**Data provided**.
■ ■ ■ ■

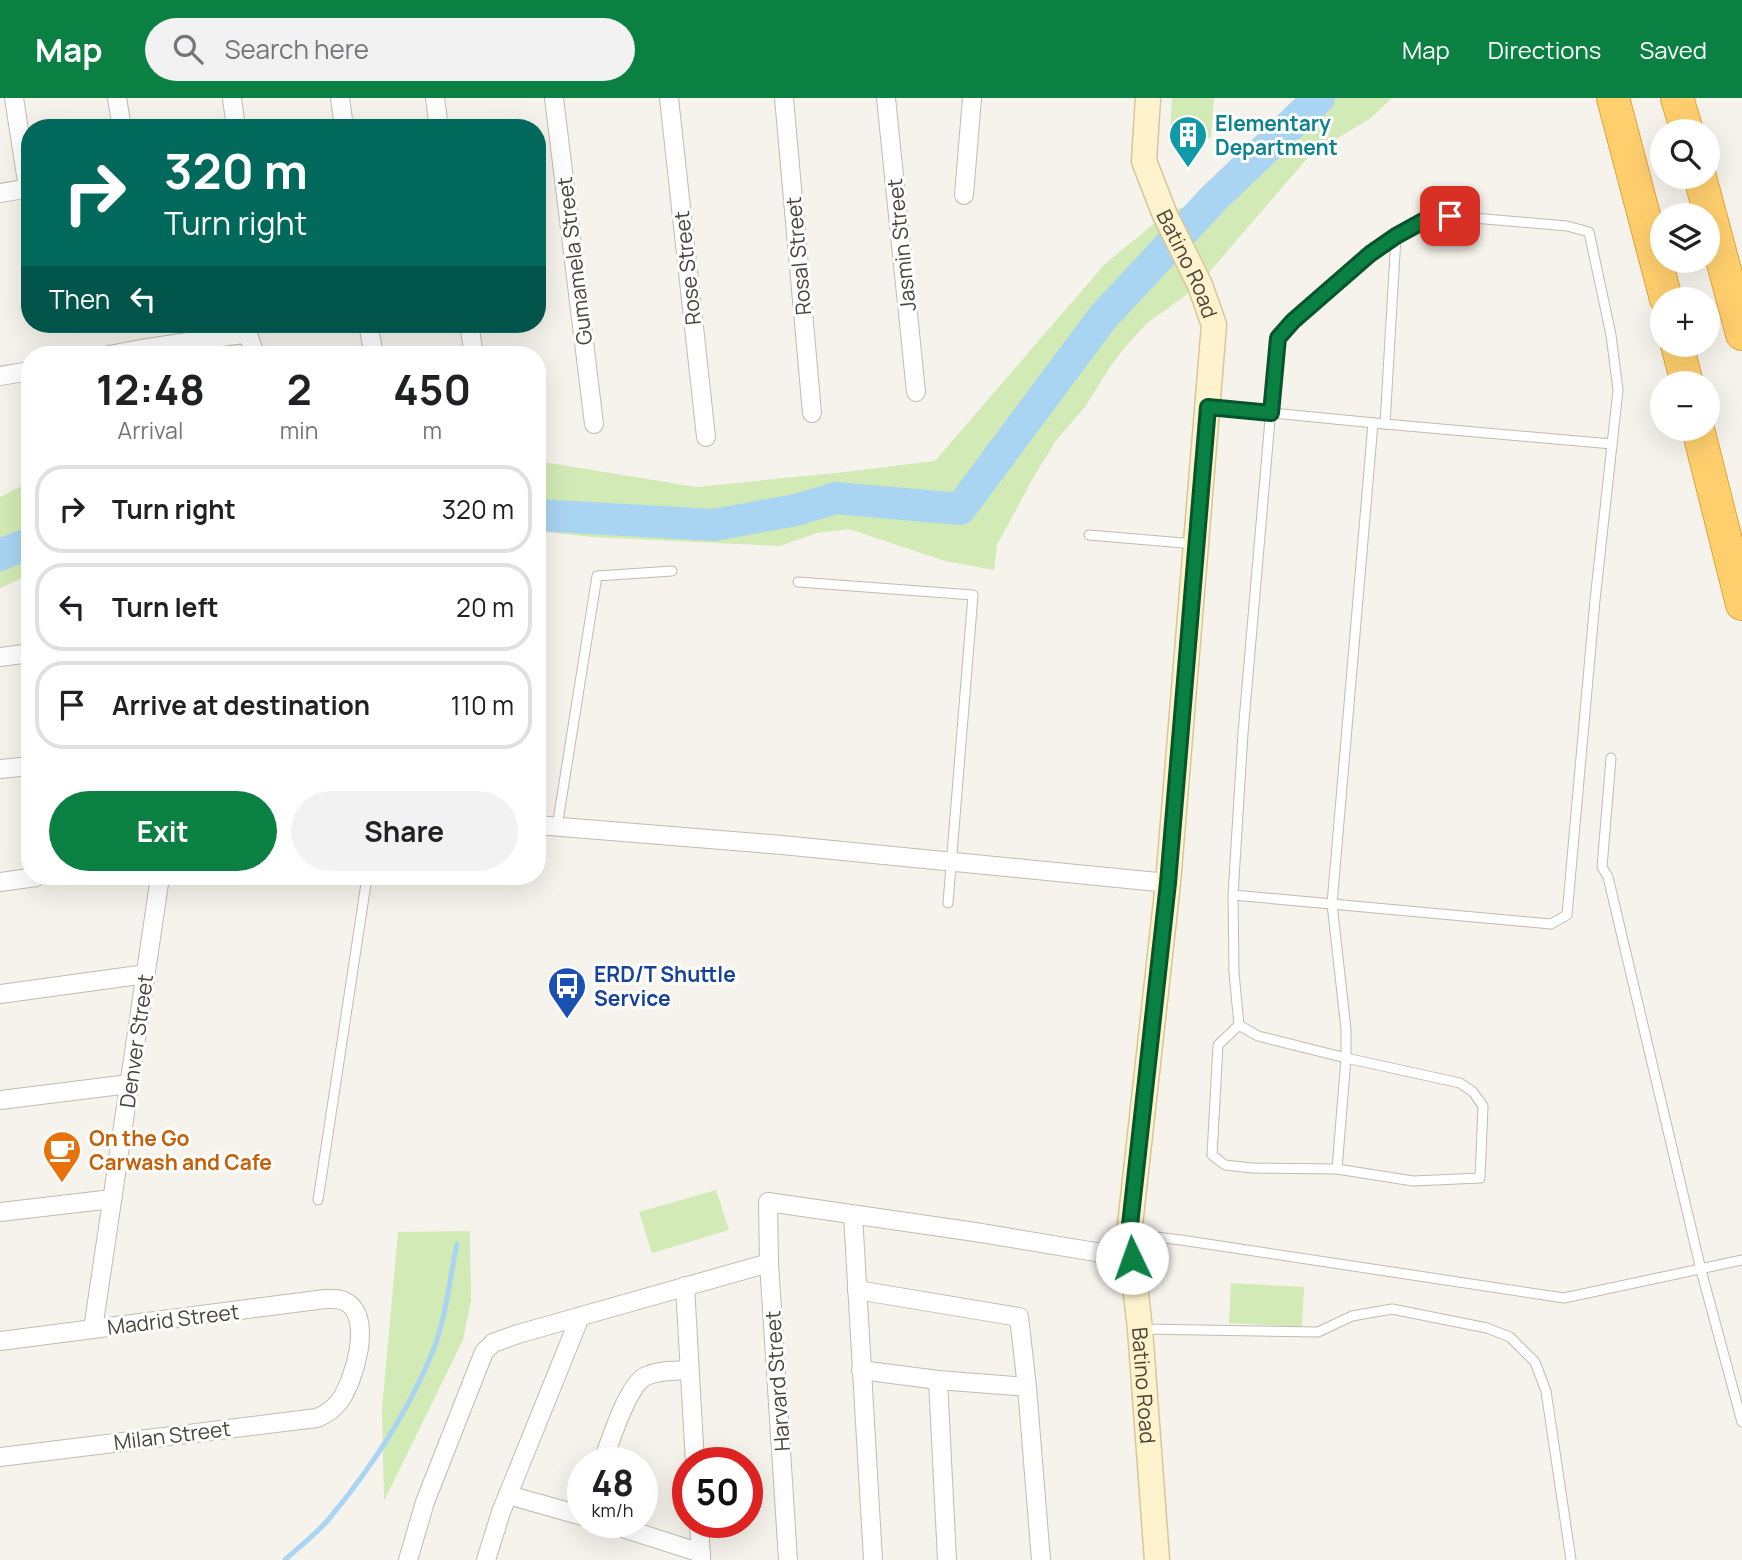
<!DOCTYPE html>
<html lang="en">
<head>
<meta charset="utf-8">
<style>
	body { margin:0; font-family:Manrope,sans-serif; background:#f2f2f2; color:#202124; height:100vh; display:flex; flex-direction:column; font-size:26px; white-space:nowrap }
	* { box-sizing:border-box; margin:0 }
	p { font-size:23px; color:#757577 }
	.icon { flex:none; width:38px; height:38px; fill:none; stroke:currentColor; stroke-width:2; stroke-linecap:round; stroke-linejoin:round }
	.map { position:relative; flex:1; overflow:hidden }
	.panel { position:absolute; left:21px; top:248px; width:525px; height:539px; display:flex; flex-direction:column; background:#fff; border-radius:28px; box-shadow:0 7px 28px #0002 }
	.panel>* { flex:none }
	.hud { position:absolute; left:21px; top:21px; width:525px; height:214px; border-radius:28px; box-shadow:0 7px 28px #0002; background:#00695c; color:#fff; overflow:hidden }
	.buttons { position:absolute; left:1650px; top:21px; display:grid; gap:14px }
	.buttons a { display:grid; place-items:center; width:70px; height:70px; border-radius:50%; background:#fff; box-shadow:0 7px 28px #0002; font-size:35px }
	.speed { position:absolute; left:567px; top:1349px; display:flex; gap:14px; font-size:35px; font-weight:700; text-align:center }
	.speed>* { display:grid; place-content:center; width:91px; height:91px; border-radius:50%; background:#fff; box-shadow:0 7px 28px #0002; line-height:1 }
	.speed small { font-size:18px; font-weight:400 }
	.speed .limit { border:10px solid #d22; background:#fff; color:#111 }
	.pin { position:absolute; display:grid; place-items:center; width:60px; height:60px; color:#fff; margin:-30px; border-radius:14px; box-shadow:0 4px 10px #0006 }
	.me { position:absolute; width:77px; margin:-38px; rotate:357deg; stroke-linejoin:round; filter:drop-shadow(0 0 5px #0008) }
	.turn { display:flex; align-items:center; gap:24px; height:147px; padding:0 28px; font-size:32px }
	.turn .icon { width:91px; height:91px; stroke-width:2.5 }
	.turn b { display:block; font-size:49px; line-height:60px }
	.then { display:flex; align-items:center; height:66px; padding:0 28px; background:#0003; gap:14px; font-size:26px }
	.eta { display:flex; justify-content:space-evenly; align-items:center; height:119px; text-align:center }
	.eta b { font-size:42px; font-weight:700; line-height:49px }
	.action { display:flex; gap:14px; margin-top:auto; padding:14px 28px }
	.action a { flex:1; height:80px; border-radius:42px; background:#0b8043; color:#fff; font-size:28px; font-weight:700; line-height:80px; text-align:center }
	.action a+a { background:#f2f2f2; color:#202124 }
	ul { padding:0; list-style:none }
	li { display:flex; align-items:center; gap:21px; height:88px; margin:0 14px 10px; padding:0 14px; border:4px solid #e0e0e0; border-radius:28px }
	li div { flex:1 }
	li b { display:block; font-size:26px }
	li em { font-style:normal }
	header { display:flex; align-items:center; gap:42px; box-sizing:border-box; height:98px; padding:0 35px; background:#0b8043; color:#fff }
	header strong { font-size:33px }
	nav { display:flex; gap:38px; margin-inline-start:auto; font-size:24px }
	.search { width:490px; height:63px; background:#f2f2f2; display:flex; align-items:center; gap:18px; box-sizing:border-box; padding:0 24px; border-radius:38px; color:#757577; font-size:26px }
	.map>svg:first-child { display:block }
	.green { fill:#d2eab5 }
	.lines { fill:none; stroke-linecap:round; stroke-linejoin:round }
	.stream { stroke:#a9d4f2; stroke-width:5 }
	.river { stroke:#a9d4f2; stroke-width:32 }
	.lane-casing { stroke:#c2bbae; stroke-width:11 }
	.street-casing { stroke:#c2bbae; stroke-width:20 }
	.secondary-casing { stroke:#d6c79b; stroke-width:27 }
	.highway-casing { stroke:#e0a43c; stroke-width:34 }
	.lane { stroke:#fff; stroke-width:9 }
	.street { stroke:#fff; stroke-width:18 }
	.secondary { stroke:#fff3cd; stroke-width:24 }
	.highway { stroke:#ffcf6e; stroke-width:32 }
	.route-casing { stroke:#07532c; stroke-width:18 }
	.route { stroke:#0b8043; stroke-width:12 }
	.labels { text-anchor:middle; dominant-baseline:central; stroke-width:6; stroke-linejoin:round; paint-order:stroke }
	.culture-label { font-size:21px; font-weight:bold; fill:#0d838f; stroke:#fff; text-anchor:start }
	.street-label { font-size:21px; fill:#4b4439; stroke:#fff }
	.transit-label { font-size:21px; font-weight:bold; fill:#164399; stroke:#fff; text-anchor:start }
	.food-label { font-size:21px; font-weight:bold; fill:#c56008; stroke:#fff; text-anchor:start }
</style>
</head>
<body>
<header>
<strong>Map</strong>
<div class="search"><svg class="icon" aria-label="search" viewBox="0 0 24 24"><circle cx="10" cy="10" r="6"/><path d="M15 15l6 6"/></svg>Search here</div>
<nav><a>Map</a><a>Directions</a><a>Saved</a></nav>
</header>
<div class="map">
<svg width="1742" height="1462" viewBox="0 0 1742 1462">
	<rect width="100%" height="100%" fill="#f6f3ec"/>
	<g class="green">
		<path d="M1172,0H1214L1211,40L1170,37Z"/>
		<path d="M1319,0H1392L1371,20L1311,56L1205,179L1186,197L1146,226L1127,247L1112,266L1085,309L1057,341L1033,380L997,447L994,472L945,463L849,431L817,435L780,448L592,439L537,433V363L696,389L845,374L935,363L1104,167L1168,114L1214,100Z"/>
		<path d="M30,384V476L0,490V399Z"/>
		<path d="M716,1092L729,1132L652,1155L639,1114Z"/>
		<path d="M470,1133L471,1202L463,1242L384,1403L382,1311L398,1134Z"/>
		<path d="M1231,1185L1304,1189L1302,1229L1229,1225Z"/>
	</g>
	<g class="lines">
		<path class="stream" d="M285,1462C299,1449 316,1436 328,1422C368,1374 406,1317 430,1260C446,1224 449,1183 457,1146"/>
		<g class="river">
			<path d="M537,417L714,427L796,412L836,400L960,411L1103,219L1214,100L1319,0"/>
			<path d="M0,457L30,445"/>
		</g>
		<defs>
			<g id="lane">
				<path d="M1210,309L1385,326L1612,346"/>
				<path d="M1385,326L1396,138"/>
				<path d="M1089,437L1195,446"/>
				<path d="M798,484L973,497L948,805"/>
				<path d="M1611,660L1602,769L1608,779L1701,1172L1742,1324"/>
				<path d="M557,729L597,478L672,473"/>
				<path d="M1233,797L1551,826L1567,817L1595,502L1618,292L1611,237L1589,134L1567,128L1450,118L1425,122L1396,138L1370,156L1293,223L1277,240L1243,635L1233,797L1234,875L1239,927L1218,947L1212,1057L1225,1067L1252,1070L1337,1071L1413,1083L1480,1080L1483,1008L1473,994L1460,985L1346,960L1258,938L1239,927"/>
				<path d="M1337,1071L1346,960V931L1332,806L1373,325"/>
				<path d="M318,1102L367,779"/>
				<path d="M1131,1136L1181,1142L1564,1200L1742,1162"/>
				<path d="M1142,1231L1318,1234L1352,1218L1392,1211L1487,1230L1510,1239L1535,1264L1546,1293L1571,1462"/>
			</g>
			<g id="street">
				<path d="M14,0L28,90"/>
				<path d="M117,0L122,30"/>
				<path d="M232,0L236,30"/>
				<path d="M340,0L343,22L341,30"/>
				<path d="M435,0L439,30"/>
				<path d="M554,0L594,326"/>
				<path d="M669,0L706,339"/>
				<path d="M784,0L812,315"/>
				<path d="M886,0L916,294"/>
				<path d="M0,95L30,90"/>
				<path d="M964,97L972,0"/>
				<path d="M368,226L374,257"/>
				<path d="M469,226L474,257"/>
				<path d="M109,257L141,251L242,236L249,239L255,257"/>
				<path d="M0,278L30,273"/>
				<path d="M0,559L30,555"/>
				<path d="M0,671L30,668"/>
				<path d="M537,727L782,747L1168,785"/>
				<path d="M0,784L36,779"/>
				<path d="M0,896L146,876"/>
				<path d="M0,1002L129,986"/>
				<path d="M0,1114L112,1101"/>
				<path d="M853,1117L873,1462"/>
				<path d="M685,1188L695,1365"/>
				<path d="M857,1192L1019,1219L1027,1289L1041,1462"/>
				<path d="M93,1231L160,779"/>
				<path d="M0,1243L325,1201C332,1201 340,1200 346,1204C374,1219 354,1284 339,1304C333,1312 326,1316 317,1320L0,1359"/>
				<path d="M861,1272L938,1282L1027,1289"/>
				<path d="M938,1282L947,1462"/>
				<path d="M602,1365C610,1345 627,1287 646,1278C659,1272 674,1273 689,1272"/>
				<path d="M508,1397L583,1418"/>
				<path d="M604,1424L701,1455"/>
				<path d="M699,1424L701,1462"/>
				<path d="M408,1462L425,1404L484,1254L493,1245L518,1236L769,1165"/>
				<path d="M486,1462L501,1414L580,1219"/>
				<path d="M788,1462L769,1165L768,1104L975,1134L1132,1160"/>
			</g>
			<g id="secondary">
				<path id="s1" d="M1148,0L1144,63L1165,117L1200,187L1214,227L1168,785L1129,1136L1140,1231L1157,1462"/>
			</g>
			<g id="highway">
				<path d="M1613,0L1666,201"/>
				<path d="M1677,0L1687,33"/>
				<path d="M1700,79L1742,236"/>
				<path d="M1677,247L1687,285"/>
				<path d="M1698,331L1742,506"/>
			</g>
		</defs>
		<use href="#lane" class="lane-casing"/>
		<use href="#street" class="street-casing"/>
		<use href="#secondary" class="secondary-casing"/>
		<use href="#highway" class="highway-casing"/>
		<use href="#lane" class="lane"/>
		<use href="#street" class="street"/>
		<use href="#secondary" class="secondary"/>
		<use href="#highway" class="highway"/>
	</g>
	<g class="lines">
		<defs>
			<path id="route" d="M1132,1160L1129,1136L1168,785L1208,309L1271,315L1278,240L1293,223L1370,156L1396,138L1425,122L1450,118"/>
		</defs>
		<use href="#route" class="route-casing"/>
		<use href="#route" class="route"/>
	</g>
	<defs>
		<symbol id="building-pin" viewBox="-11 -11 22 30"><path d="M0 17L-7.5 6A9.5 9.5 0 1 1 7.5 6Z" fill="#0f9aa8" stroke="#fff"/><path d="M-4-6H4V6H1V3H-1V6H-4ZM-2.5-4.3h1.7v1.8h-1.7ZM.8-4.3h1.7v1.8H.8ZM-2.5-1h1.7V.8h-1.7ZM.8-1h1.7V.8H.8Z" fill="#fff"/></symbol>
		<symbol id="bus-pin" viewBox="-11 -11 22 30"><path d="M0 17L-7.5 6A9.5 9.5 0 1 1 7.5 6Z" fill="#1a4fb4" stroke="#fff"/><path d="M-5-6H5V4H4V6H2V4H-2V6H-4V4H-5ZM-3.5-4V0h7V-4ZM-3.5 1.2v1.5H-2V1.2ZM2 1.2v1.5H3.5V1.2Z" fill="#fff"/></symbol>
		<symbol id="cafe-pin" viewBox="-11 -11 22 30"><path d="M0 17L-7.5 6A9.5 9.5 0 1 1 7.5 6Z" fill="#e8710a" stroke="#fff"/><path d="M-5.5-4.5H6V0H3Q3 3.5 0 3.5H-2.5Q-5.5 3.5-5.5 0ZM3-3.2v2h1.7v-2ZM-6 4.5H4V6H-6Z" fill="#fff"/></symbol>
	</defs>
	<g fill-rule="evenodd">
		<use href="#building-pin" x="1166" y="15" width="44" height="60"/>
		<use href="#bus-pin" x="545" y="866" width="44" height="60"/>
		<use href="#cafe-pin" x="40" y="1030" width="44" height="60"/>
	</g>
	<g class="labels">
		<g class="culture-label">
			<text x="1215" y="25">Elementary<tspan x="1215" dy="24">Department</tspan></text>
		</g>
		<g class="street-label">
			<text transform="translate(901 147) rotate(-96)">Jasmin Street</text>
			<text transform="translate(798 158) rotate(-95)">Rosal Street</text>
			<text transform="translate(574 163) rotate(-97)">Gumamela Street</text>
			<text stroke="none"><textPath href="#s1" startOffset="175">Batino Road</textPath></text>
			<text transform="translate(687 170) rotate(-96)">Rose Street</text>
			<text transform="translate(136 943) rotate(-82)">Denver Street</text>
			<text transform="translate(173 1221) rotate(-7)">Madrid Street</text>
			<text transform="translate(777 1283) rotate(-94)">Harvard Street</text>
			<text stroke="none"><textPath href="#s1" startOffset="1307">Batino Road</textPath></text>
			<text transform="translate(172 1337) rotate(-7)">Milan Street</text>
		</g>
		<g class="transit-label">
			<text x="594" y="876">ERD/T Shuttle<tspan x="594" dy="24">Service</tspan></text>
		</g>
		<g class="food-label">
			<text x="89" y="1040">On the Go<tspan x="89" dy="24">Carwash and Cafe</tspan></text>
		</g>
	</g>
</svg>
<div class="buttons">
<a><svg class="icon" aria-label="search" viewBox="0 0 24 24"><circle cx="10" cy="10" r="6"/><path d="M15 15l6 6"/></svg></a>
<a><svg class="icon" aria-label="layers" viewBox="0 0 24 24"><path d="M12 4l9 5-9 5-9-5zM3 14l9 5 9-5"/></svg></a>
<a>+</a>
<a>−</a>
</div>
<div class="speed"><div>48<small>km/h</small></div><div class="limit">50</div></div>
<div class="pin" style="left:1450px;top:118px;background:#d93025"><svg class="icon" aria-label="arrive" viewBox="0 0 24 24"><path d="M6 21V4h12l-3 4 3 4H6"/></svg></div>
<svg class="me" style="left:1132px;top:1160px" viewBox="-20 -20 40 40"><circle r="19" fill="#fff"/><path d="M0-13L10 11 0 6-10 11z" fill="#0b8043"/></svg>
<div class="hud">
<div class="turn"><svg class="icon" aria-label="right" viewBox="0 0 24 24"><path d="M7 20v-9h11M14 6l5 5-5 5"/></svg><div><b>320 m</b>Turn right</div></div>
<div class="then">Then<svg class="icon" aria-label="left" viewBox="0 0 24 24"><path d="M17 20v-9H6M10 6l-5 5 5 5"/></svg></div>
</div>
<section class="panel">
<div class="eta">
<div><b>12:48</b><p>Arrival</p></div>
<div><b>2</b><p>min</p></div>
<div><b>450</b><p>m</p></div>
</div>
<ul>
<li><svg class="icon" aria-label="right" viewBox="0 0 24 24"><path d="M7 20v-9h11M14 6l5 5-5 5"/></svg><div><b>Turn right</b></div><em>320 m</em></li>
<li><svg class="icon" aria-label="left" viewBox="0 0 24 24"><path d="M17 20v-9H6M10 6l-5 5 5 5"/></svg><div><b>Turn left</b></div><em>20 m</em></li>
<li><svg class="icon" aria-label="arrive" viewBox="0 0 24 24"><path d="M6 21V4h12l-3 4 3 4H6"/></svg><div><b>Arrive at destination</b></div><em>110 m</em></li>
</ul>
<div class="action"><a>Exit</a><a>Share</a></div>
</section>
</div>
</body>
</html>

■ ■ ■ ■

**Task goal**.
Only the number is wanted: how many lines of the material above include the word "small"?

**Result for this exercise**.
2